Après des années au point mort, la Formule 1 (F1) passe enfin à la vitesse supérieure aux États-Unis, grâce à un pari à 200 km/h dans la ville du péché, Las Vegas.
Samedi prochain à 22 heures, heure locale, la F1 fait son grand retour dans la ville du péché après 40 ans d’absence, avec l’inauguration du Grand Prix (GP) de Las Vegas. Dans un paysage urbain baigné de néons, le spectacle à haute intensité verra 20 pilotes réaliser 50 tours sur le circuit aux 17 virages serpentant le long de la nouvelle sphère MSG. Après deux virages rapides et un virage serré à gauche, la course se poursuivra tout droit sur le Strip de Las Vegas à une vitesse pouvant atteindre les 212 km/h. Le circuit passera ensuite devant le Venetian et le Caesars Palace et se faufilera entre les célèbres fontaines du Bellagio et la Tour Eiffel du Paris Las Vegas.
« Vegas sera le plus grand événement sportif de la planète cette année. Je veux dire que cette course va être folle », a déclaré Christian Horner, directeur de l’équipe Red Bull Racing. « Je n’ai jamais vu un Grand Prix susciter autant d’intérêt. »

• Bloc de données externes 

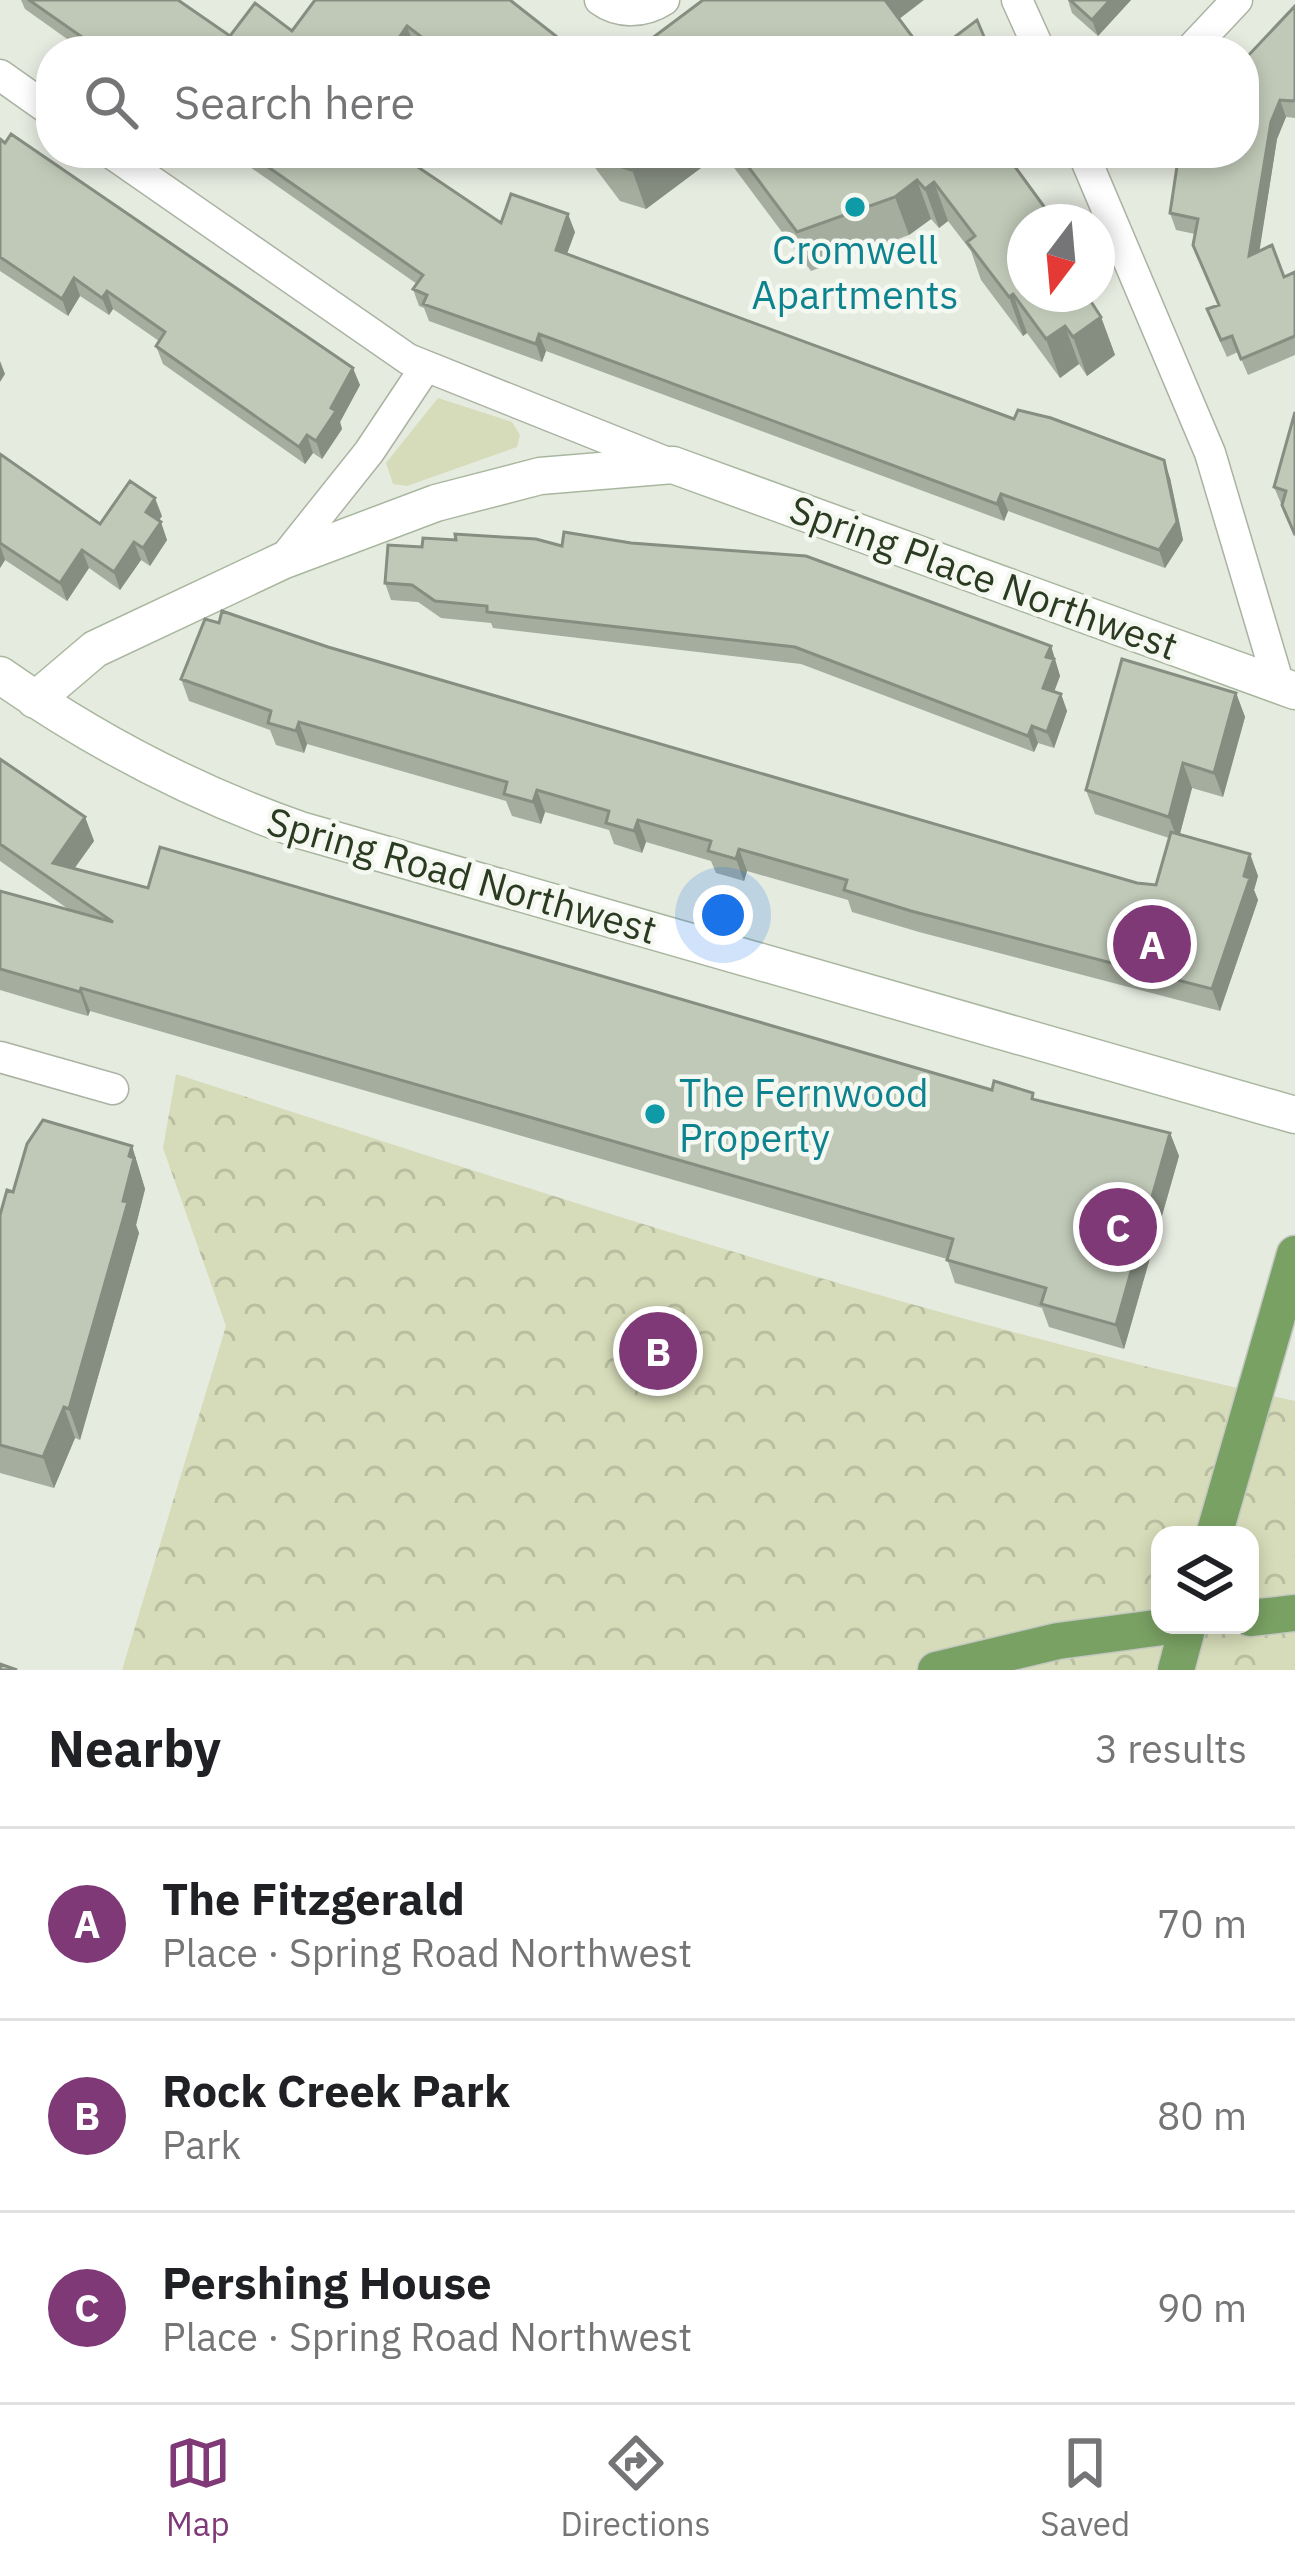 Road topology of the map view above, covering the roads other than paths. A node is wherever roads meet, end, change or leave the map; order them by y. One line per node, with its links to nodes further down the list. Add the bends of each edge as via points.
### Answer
1 (664, 0): 4 (street, via 645,9)
2 (1018, 0): 5 (street)
3 (1237, 0): 6 (street)
4 (610, 5)
5 (1034, 36)
6 (1204, 36)
7 (0, 75): 8 (street)
8 (36, 100)
9 (133, 168): 11 (street)
10 (1089, 168): 15 (street, via 1210,453)
11 (424, 368): 12 (street, Spring Place Northwest); 13 (street, Spring Place Northwest)
12 (673, 465): 13 (street, Spring Place Northwest, via 489,487); 15 (street, Spring Place Northwest)
13 (282, 561): 16 (street, Spring Place Northwest, via 95,649)
14 (0, 675): 16 (street, Spring Road Northwest)
15 (1287, 688)
16 (34, 700): 19 (street, Spring Road Northwest, via 169,777 300,830)
17 (0, 1057): 18 (street)
18 (113, 1089)
19 (1295, 1115)
20 (1295, 1254): 21 (main road)
21 (1217, 1526)
22 (1295, 1613): 23 (main road)
23 (1259, 1617)
24 (1151, 1629): 26 (main road)
25 (1185, 1634): 27 (main road)
26 (936, 1670)
27 (1175, 1670)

Avec un tel engouement, les billets d’entrée pour trois jours se sont vendus à 1 500 dollars, voire plus, soit environ le double du prix des billets pour la course de F1 du mois dernier à Austin, au Texas. L’accès au tout nouveau Paddock Club s’est vendu à 15 000 dollars par personne il y a huit mois. Et pour les forfaits qui associent des chambres d’hôtel à des billets de course et à des repas, les prix ne connaissent aucune limite. Le « forfait Empereur » du Caesars Palace, par exemple, coûte cinq millions de dollars et comprend cinq nuits dans la Nobu Sky Villa qui surplombe le Strip et peut accueillir 75 invités, sans oublier 12 billets pour le Paddock Club, un dîner privé pour 12 personnes préparé par le chef étoilé Nobu Matsuhisa, ainsi qu’une Rolls-Royce et un chauffeur personnel pour tout le séjour.

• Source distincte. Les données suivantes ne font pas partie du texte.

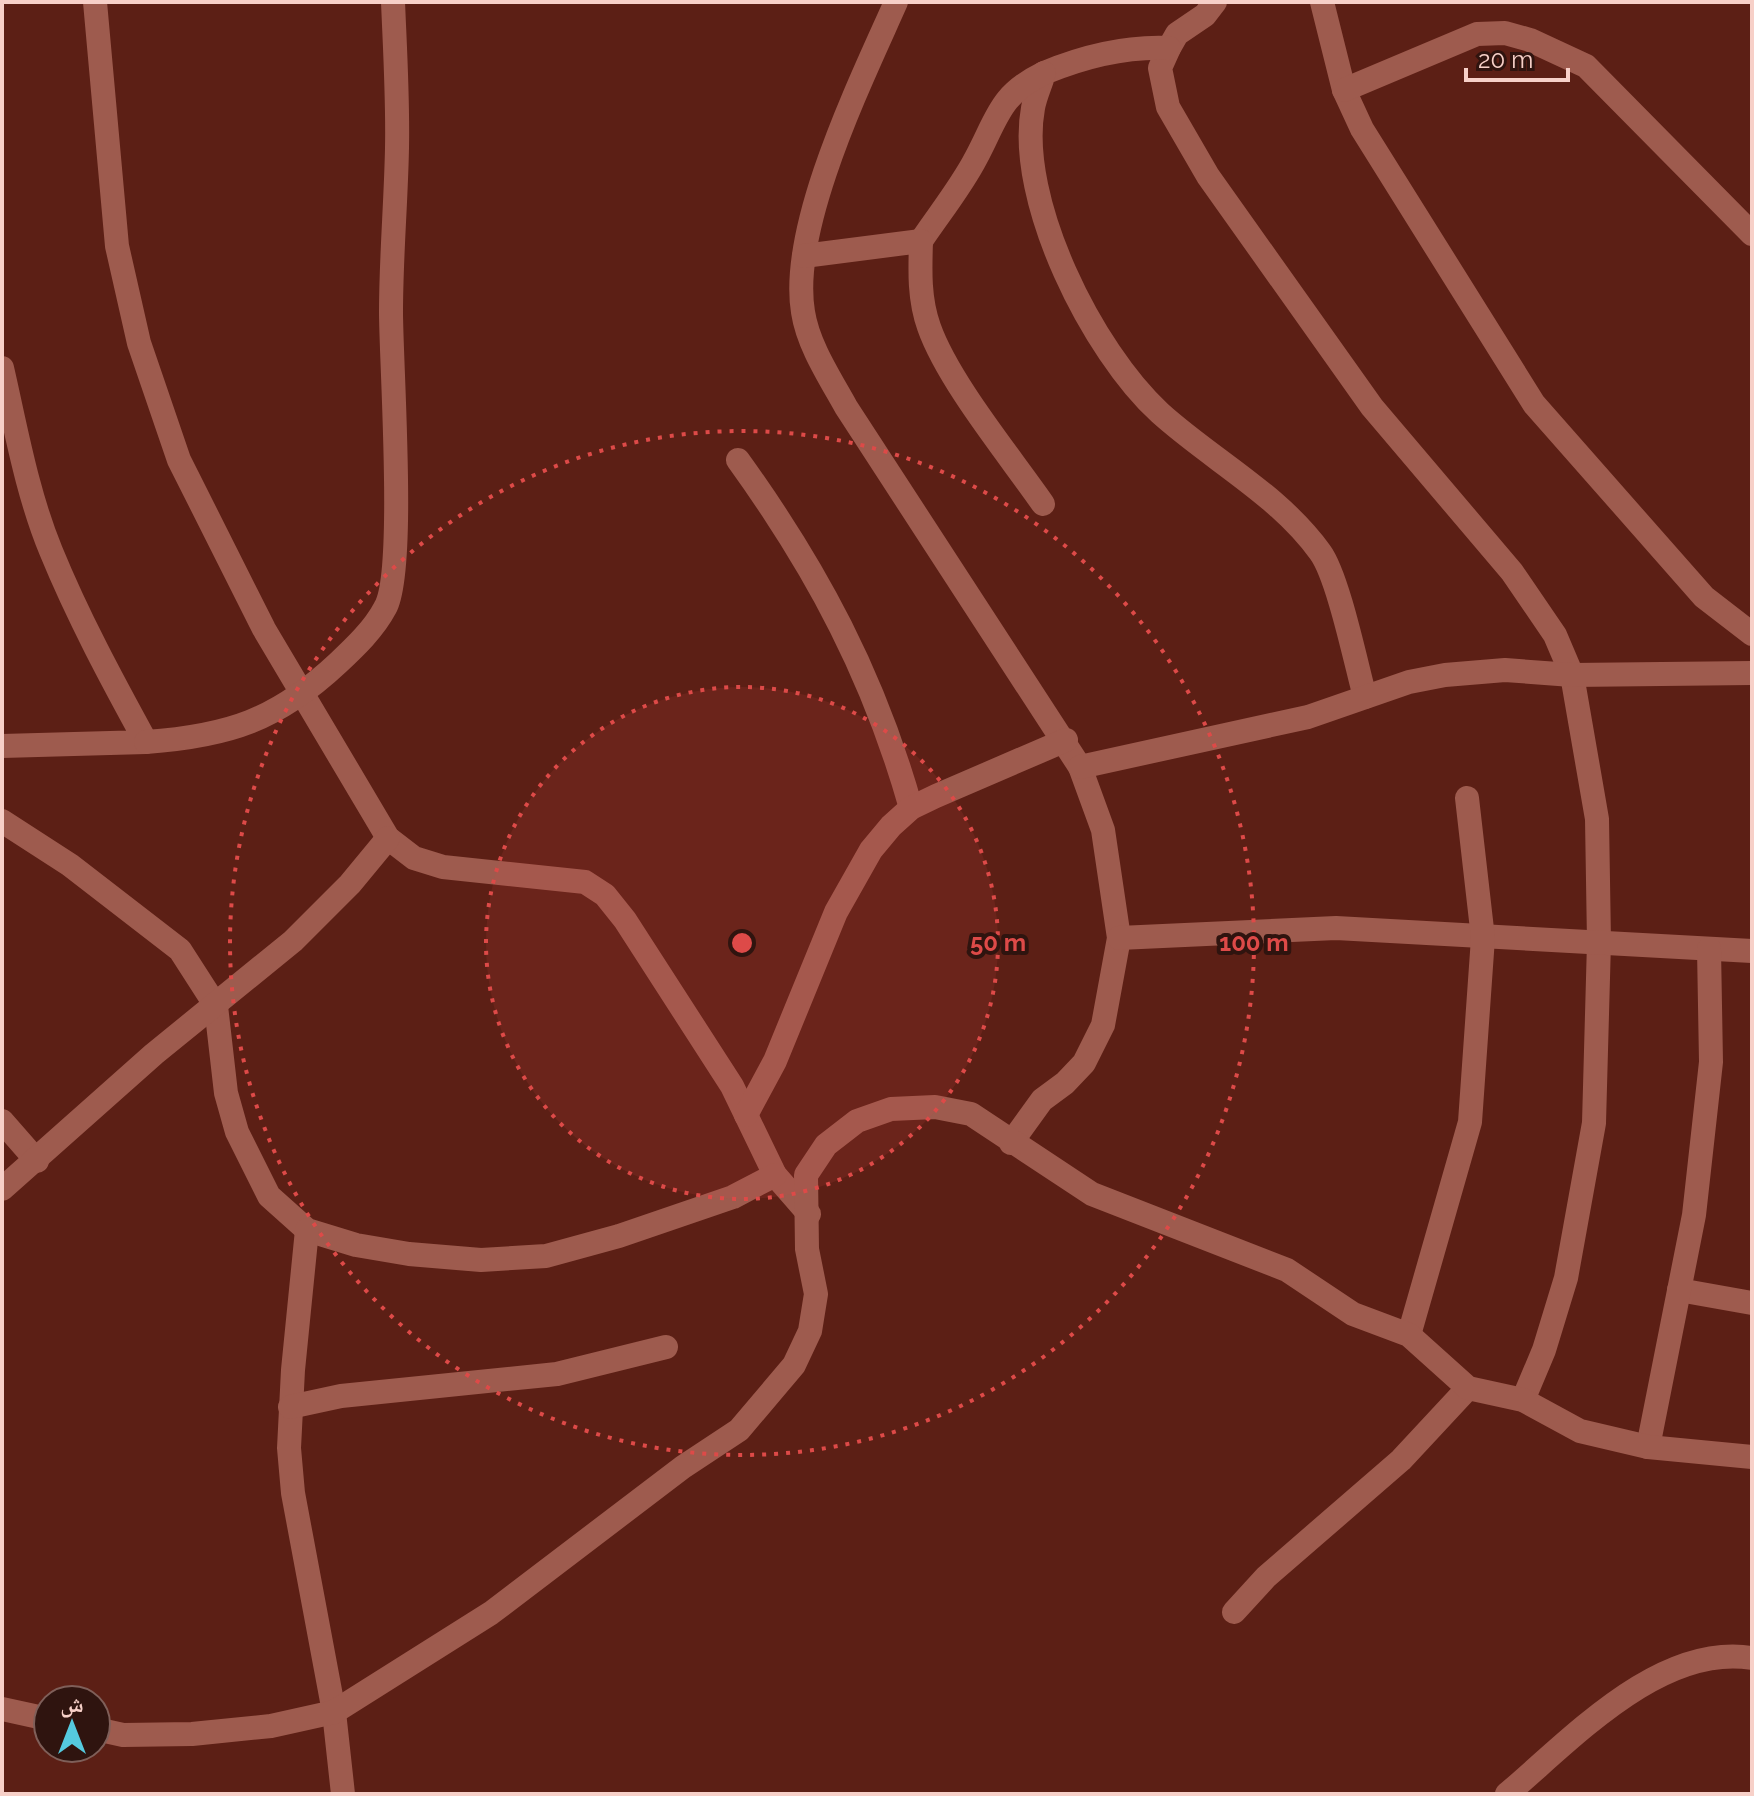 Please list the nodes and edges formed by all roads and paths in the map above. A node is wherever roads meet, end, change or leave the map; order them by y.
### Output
1 (95, 2) edge
2 (393, 2) edge
3 (896, 2) edge
4 (1215, 2) edge
5 (1322, 2) edge
6 (1169, 48) junction
7 (1044, 73) junction
8 (1344, 90) junction
9 (1752, 234) edge
10 (921, 241) junction
11 (804, 256) junction
12 (2, 368) edge
13 (738, 460) dead end
14 (1043, 504) dead end
15 (1752, 634) edge
16 (1752, 673) edge
17 (1572, 675) junction
18 (303, 696) junction
19 (1365, 697) junction
20 (1066, 740) junction
21 (146, 742) junction
22 (2, 746) edge
23 (1080, 767) junction
24 (1467, 798) dead end
25 (911, 808) junction
26 (2, 821) edge
27 (388, 838) junction
28 (1119, 938) junction
29 (1483, 938) junction
30 (1599, 942) junction
31 (1709, 949) junction
32 (1752, 951) edge
33 (216, 1006) junction
34 (746, 1115) junction
35 (2, 1121) edge
36 (1011, 1143) junction
37 (37, 1161) junction
38 (775, 1175) junction
39 (2, 1189) edge
40 (809, 1214) junction
41 (307, 1230) junction
42 (1679, 1290) junction
43 (1752, 1303) edge
44 (1409, 1335) junction
45 (666, 1347) dead end
46 (1468, 1388) junction
47 (1523, 1400) junction
48 (290, 1407) junction
49 (1648, 1447) junction
50 (1752, 1457) edge
51 (1234, 1612) dead end
52 (1752, 1658) edge
53 (2, 1709) edge
54 (334, 1712) junction
55 (32, 1716) edge
56 (112, 1733) edge
57 (343, 1794) edge
58 (1507, 1794) edge

1 - 18 street
2 - 18 street
3 - 11 street
4 - 6 street
5 - 8 street
6 - 7 street
6 - 17 street
7 - 10 street
7 - 19 street
8 - 9 street
8 - 15 street
10 - 11 street
10 - 14 street
11 - 20 street
12 - 21 street
13 - 25 street
16 - 17 street
17 - 19 street
17 - 30 street
18 - 21 street
18 - 27 street
19 - 23 street
20 - 23 street
20 - 25 street
21 - 22 street
23 - 28 street
24 - 29 street
25 - 34 street
26 - 33 street
27 - 33 street
27 - 34 street
28 - 29 street
28 - 36 street
29 - 30 street
29 - 44 street
30 - 31 street
30 - 47 street
31 - 32 street
31 - 42 street
33 - 37 street
33 - 41 street
34 - 38 street
35 - 37 street
36 - 40 street
36 - 44 street
37 - 39 street
38 - 40 street
38 - 41 street
40 - 54 street
41 - 48 street
42 - 43 street
42 - 49 street
44 - 46 street
45 - 48 street
46 - 47 street
46 - 51 street
47 - 49 street
48 - 54 street
49 - 50 street
52 - 58 street
53 - 55 street
54 - 56 street
54 - 57 street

Tous les hauts lieux du Strip semblent prêts à faire la fête, avec des installations récemment rénovées et une atmosphère festive remplie de D.J., d’acrobates, de percussionnistes et de toutes sortes de divertissements. Les festivités débuteront mercredi par une cérémonie d’ouverture à laquelle participeront Keith Urban, Will.i.am, Andra Day, Steve Aoki et le groupe de Jared Leto, Thirty Seconds to Mars. En ce qui concerne les courses, elles débuteront jeudi avec les essais. Les qualifications auront lieu vendredi et la course samedi. En outre, le Club SI de Sports Illustrated sur le Strip, qui, dans le cadre d’un billet de trois jours à 7 500 dollars, donne accès à des soirées organisées par des personnalités telles que David Beckham et Shaquille O’Neal.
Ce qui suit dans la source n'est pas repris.